(SUPPLIED ENTRIES)
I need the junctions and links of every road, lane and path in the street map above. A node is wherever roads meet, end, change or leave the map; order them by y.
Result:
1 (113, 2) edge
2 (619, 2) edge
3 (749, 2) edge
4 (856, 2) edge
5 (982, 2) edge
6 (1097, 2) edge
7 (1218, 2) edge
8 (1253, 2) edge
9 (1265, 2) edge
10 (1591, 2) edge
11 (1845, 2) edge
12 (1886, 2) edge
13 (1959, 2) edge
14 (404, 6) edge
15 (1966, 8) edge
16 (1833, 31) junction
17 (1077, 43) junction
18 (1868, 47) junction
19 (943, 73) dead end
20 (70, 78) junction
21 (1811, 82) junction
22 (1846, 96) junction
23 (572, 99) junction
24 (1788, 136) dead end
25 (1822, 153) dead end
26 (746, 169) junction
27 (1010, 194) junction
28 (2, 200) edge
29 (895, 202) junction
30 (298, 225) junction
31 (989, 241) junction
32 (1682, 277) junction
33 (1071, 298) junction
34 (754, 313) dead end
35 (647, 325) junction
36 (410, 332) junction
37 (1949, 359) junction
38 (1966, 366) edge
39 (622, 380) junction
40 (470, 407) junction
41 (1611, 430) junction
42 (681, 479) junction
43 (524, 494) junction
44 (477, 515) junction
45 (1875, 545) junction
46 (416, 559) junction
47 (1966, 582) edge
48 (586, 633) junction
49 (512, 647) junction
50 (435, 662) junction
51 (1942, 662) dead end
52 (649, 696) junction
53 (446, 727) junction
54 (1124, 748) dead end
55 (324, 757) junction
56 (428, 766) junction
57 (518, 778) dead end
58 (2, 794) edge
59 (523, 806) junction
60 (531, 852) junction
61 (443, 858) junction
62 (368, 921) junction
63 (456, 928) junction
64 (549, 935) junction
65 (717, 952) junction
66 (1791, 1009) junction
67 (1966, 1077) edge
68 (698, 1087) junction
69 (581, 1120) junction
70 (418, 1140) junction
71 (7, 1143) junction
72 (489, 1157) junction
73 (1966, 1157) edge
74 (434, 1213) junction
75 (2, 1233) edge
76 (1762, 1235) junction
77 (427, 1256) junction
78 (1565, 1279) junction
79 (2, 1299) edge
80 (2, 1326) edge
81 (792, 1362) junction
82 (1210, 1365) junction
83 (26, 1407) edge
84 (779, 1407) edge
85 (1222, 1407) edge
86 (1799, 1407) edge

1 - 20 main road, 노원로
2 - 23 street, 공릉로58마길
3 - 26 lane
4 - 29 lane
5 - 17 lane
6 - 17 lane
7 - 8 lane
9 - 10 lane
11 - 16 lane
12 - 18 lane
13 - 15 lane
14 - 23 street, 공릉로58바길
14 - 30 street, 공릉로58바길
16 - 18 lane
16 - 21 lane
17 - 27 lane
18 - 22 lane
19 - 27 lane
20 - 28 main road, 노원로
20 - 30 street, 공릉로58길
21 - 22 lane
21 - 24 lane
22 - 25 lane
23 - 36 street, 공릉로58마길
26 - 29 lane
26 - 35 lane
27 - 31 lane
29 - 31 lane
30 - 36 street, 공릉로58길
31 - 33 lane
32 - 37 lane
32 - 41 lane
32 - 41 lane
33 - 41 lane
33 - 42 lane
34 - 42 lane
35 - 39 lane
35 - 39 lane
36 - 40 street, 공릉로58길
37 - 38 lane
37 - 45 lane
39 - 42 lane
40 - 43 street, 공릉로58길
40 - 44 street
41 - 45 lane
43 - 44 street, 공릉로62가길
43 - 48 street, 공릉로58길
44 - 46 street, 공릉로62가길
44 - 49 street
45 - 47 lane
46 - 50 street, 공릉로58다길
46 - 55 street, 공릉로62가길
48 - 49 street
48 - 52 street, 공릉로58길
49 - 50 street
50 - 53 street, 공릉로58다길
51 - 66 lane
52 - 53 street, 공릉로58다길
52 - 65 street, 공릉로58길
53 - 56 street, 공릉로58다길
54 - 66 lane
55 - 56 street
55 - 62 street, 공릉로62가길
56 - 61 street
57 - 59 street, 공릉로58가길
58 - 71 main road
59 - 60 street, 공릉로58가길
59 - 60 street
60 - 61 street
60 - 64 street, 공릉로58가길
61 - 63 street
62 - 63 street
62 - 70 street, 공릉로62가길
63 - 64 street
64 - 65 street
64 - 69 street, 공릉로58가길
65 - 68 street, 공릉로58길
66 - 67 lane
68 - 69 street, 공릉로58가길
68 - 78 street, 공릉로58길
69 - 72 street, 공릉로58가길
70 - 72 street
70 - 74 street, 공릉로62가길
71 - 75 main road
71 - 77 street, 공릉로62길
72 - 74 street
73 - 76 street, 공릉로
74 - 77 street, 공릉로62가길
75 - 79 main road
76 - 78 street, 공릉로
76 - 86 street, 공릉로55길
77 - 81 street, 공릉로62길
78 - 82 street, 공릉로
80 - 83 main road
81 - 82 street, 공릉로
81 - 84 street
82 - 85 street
(End SUPPLIED ENTRIES)
▸ THE PROBLEM:
Report each line in the entries where the string "main" occurs.

▸ RESPONSE:
1 - 20 main road, 노원로
20 - 28 main road, 노원로
58 - 71 main road
71 - 75 main road
75 - 79 main road
80 - 83 main road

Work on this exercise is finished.